## ASSIGNMENT
Whatever the listing holds, output it without alteration.

## EXTRACTED RECORDS
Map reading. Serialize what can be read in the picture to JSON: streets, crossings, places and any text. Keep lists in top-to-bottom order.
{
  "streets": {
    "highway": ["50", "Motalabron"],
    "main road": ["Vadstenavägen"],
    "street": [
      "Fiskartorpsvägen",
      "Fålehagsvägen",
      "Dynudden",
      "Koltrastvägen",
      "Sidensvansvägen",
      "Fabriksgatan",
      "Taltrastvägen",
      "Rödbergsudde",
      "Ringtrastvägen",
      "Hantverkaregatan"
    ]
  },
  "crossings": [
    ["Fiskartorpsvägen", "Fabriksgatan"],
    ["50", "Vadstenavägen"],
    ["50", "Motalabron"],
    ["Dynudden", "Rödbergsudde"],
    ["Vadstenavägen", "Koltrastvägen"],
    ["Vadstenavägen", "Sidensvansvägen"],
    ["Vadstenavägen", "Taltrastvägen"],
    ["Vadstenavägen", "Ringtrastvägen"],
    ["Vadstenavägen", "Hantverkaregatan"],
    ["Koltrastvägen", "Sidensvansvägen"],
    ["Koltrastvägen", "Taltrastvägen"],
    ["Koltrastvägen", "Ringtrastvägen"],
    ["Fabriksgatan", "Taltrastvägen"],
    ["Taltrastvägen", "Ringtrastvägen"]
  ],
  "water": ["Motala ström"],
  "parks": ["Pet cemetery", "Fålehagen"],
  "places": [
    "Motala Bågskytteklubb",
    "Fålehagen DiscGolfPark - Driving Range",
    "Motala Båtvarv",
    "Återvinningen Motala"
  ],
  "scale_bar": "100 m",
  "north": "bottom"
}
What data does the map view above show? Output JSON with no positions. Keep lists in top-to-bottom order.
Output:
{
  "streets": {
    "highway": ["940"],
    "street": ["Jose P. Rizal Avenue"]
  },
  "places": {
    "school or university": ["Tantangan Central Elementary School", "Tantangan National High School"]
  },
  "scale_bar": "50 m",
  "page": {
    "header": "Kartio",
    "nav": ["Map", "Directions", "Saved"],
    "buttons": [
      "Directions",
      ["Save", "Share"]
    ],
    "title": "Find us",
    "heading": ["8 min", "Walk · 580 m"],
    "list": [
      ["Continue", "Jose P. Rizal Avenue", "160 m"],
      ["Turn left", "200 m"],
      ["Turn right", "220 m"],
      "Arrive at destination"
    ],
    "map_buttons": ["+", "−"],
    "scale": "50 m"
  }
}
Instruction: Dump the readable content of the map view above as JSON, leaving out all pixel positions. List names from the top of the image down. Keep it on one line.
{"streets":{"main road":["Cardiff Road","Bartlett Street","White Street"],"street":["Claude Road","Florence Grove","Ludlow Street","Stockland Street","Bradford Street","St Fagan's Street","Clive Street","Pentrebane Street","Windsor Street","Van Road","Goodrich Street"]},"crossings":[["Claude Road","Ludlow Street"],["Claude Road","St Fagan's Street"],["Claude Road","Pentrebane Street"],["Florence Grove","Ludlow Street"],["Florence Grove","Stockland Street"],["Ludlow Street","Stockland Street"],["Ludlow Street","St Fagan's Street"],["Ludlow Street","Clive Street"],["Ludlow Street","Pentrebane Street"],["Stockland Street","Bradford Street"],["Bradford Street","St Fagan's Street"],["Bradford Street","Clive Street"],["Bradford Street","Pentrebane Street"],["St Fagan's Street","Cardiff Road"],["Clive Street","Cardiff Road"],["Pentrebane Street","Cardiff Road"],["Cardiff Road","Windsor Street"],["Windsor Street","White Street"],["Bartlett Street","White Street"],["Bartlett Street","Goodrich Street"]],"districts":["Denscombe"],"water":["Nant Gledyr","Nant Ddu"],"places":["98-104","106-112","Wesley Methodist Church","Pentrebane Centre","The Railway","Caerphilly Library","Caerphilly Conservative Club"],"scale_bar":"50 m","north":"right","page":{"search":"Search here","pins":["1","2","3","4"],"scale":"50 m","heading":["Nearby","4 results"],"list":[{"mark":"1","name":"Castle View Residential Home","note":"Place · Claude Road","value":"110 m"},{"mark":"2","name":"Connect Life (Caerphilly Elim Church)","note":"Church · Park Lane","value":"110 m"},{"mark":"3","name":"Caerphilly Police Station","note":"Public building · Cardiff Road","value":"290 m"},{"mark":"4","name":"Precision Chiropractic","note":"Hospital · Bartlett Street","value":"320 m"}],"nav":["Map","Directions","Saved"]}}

## EXERCISE ANSWER
Map reading. Serialize what can be read in the picture to JSON: streets, crossings, places and any text. Keep lists in top-to-bottom order.
{
  "streets": {
    "highway": ["50", "Motalabron"],
    "main road": ["Vadstenavägen"],
    "street": [
      "Fiskartorpsvägen",
      "Fålehagsvägen",
      "Dynudden",
      "Koltrastvägen",
      "Sidensvansvägen",
      "Fabriksgatan",
      "Taltrastvägen",
      "Rödbergsudde",
      "Ringtrastvägen",
      "Hantverkaregatan"
    ]
  },
  "crossings": [
    ["Fiskartorpsvägen", "Fabriksgatan"],
    ["50", "Vadstenavägen"],
    ["50", "Motalabron"],
    ["Dynudden", "Rödbergsudde"],
    ["Vadstenavägen", "Koltrastvägen"],
    ["Vadstenavägen", "Sidensvansvägen"],
    ["Vadstenavägen", "Taltrastvägen"],
    ["Vadstenavägen", "Ringtrastvägen"],
    ["Vadstenavägen", "Hantverkaregatan"],
    ["Koltrastvägen", "Sidensvansvägen"],
    ["Koltrastvägen", "Taltrastvägen"],
    ["Koltrastvägen", "Ringtrastvägen"],
    ["Fabriksgatan", "Taltrastvägen"],
    ["Taltrastvägen", "Ringtrastvägen"]
  ],
  "water": ["Motala ström"],
  "parks": ["Pet cemetery", "Fålehagen"],
  "places": [
    "Motala Bågskytteklubb",
    "Fålehagen DiscGolfPark - Driving Range",
    "Motala Båtvarv",
    "Återvinningen Motala"
  ],
  "scale_bar": "100 m",
  "north": "bottom"
}
What data does the map view above show? Output JSON with no positions. Keep lists in top-to-bottom order.
Output:
{
  "streets": {
    "highway": ["940"],
    "street": ["Jose P. Rizal Avenue"]
  },
  "places": {
    "school or university": ["Tantangan Central Elementary School", "Tantangan National High School"]
  },
  "scale_bar": "50 m",
  "page": {
    "header": "Kartio",
    "nav": ["Map", "Directions", "Saved"],
    "buttons": [
      "Directions",
      ["Save", "Share"]
    ],
    "title": "Find us",
    "heading": ["8 min", "Walk · 580 m"],
    "list": [
      ["Continue", "Jose P. Rizal Avenue", "160 m"],
      ["Turn left", "200 m"],
      ["Turn right", "220 m"],
      "Arrive at destination"
    ],
    "map_buttons": ["+", "−"],
    "scale": "50 m"
  }
}
Instruction: Dump the readable content of the map view above as JSON, leaving out all pixel positions. List names from the top of the image down. Keep it on one line.
{"streets":{"main road":["Cardiff Road","Bartlett Street","White Street"],"street":["Claude Road","Florence Grove","Ludlow Street","Stockland Street","Bradford Street","St Fagan's Street","Clive Street","Pentrebane Street","Windsor Street","Van Road","Goodrich Street"]},"crossings":[["Claude Road","Ludlow Street"],["Claude Road","St Fagan's Street"],["Claude Road","Pentrebane Street"],["Florence Grove","Ludlow Street"],["Florence Grove","Stockland Street"],["Ludlow Street","Stockland Street"],["Ludlow Street","St Fagan's Street"],["Ludlow Street","Clive Street"],["Ludlow Street","Pentrebane Street"],["Stockland Street","Bradford Street"],["Bradford Street","St Fagan's Street"],["Bradford Street","Clive Street"],["Bradford Street","Pentrebane Street"],["St Fagan's Street","Cardiff Road"],["Clive Street","Cardiff Road"],["Pentrebane Street","Cardiff Road"],["Cardiff Road","Windsor Street"],["Windsor Street","White Street"],["Bartlett Street","White Street"],["Bartlett Street","Goodrich Street"]],"districts":["Denscombe"],"water":["Nant Gledyr","Nant Ddu"],"places":["98-104","106-112","Wesley Methodist Church","Pentrebane Centre","The Railway","Caerphilly Library","Caerphilly Conservative Club"],"scale_bar":"50 m","north":"right","page":{"search":"Search here","pins":["1","2","3","4"],"scale":"50 m","heading":["Nearby","4 results"],"list":[{"mark":"1","name":"Castle View Residential Home","note":"Place · Claude Road","value":"110 m"},{"mark":"2","name":"Connect Life (Caerphilly Elim Church)","note":"Church · Park Lane","value":"110 m"},{"mark":"3","name":"Caerphilly Police Station","note":"Public building · Cardiff Road","value":"290 m"},{"mark":"4","name":"Precision Chiropractic","note":"Hospital · Bartlett Street","value":"320 m"}],"nav":["Map","Directions","Saved"]}}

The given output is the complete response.